Here’s a disquieting scenario. Imagine, after a period of damnable mental decline, you go and see your GP and they prescribe you a SSRI or SSNI. Either it works (my sincere congratulations!), in which case you have to ween off it, or it doesn’t work and your medicine is “reviewed”. You’re put on a new medication which has greater efficacy, but because taking two antidepressants at once is ruinous to your brain chemistry, amongst other organs, you have to taper off the medication you were put on.

You are first forcefully assured and then re-assured, that, if done correctly, tapering off these drugs won’t be too difficult. You are also promised that these drugs are not addictive, and so “withdrawal” isn’t the right word to use at all. The side-effects will stem from “discontinuation”, and will last two or three days or so, maybe the greater part of the week at the most.
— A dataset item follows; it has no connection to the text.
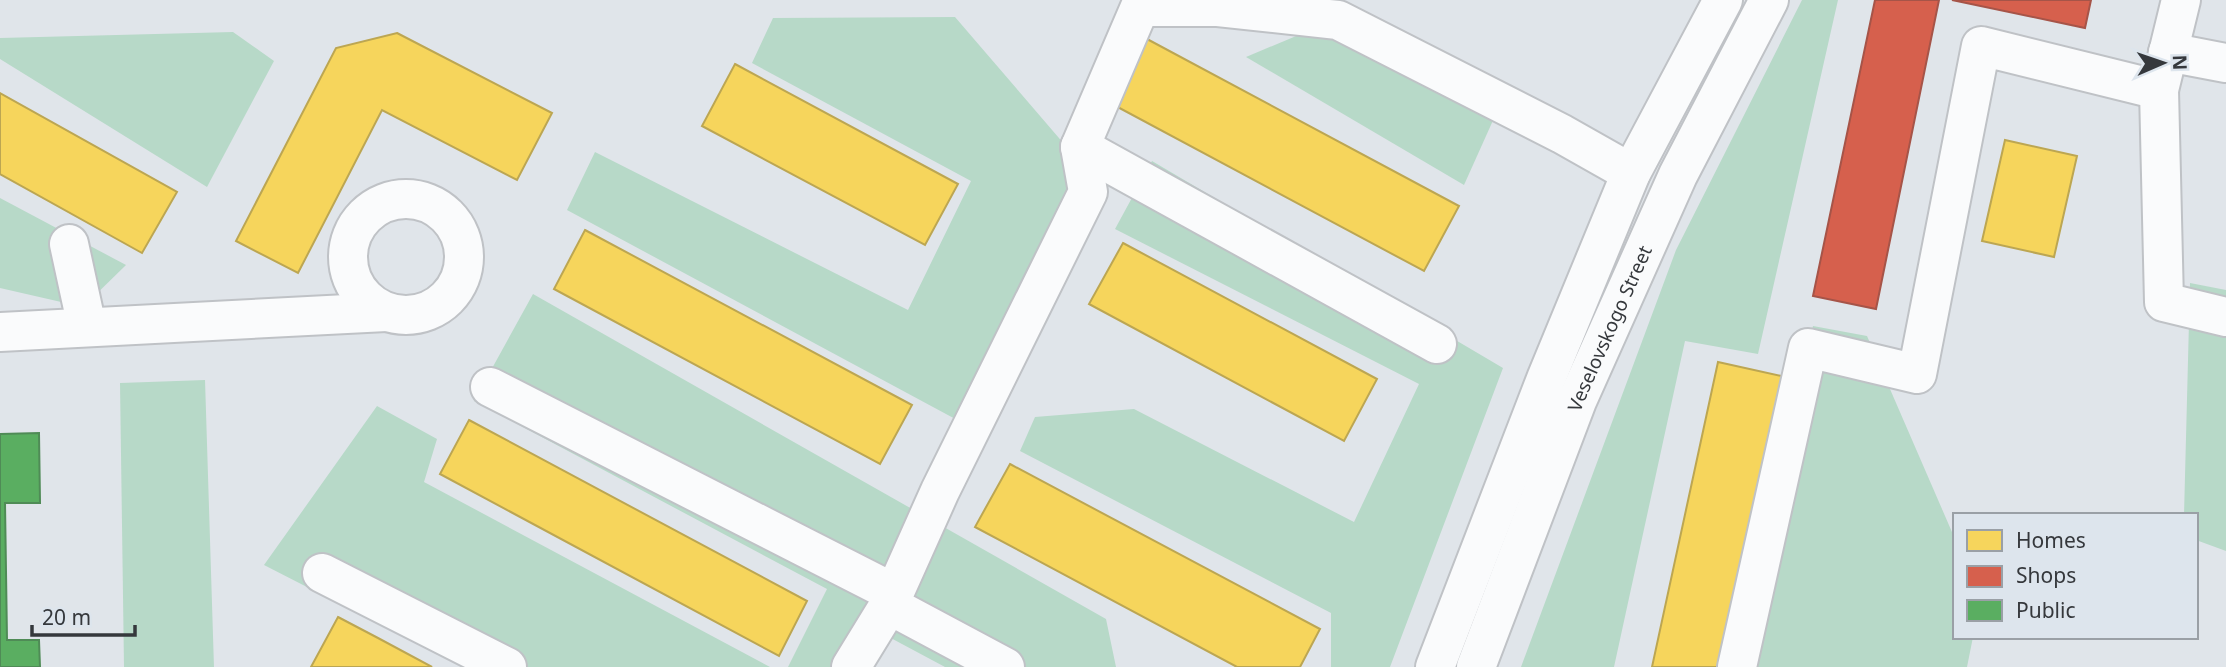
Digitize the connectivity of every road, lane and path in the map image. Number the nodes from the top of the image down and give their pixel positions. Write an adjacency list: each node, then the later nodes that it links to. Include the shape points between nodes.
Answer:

Except then the symptoms of “discontinuation” don’t go away for, at first, one week, then two. The symptoms don’t seem to alleviate over time, either—shit, if anything, they’re getting worse. So you assume you’re an outlier, just one of the unlucky ones alluded to in the fine script. At least until you turn to friends with similar experiences and online forums and find out that, Jesus, everyone has the same shit as you—that there are people who’ve been two months off and still suffering “discontinuation” symptoms.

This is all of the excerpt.